▸ **Action item**:
Look for "Douglas" in each line of the entries, and return the matching lines.

Items from a data source:
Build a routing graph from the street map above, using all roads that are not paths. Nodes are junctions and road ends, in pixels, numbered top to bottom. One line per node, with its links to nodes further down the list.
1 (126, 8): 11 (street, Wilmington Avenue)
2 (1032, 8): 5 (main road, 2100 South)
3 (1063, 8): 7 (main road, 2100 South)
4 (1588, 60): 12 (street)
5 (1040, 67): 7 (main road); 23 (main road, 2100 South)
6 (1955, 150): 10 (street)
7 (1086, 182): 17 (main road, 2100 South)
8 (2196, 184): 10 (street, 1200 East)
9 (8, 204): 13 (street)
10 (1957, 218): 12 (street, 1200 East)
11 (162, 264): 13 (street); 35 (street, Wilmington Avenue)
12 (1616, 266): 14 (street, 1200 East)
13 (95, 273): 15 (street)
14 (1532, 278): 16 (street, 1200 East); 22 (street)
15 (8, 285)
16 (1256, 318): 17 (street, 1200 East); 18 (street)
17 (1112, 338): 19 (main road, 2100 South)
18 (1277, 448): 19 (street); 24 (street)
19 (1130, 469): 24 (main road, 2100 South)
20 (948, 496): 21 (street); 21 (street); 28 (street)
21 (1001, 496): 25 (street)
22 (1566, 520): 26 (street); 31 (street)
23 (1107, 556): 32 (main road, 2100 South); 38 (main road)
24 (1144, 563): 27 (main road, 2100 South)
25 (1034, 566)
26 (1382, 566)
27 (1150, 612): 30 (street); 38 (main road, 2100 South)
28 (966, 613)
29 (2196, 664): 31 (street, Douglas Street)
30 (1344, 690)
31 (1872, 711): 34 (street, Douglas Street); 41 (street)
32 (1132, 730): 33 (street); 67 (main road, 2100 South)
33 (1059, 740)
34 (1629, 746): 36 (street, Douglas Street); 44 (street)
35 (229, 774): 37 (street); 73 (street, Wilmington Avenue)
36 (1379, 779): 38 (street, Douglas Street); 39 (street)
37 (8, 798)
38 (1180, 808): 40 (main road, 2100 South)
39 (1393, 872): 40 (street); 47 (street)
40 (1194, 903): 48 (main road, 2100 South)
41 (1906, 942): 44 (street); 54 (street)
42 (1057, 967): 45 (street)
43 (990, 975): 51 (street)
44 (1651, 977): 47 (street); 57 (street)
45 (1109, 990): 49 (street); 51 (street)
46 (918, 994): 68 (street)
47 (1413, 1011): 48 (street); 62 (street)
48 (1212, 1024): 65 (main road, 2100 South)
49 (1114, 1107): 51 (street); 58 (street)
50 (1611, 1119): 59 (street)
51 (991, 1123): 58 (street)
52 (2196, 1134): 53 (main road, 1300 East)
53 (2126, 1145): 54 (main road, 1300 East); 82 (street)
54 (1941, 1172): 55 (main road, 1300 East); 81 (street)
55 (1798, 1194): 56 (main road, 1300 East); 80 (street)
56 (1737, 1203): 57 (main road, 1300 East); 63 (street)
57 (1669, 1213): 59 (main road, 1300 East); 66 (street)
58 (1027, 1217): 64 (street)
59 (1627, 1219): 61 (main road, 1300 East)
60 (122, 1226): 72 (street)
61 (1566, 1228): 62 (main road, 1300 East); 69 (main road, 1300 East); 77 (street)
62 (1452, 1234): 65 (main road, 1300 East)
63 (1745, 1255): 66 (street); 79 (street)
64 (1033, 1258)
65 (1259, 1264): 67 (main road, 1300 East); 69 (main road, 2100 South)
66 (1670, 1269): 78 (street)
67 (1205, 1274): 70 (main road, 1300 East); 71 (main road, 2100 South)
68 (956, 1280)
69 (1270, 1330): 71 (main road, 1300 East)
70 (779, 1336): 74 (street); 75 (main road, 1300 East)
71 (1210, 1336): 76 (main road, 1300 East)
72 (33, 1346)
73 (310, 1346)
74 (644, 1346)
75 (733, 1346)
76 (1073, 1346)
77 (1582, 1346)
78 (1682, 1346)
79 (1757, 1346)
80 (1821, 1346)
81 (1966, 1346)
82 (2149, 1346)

▸ **Result for this task**:
29 (2196, 664): 31 (street, Douglas Street)
31 (1872, 711): 34 (street, Douglas Street); 41 (street)
34 (1629, 746): 36 (street, Douglas Street); 44 (street)
36 (1379, 779): 38 (street, Douglas Street); 39 (street)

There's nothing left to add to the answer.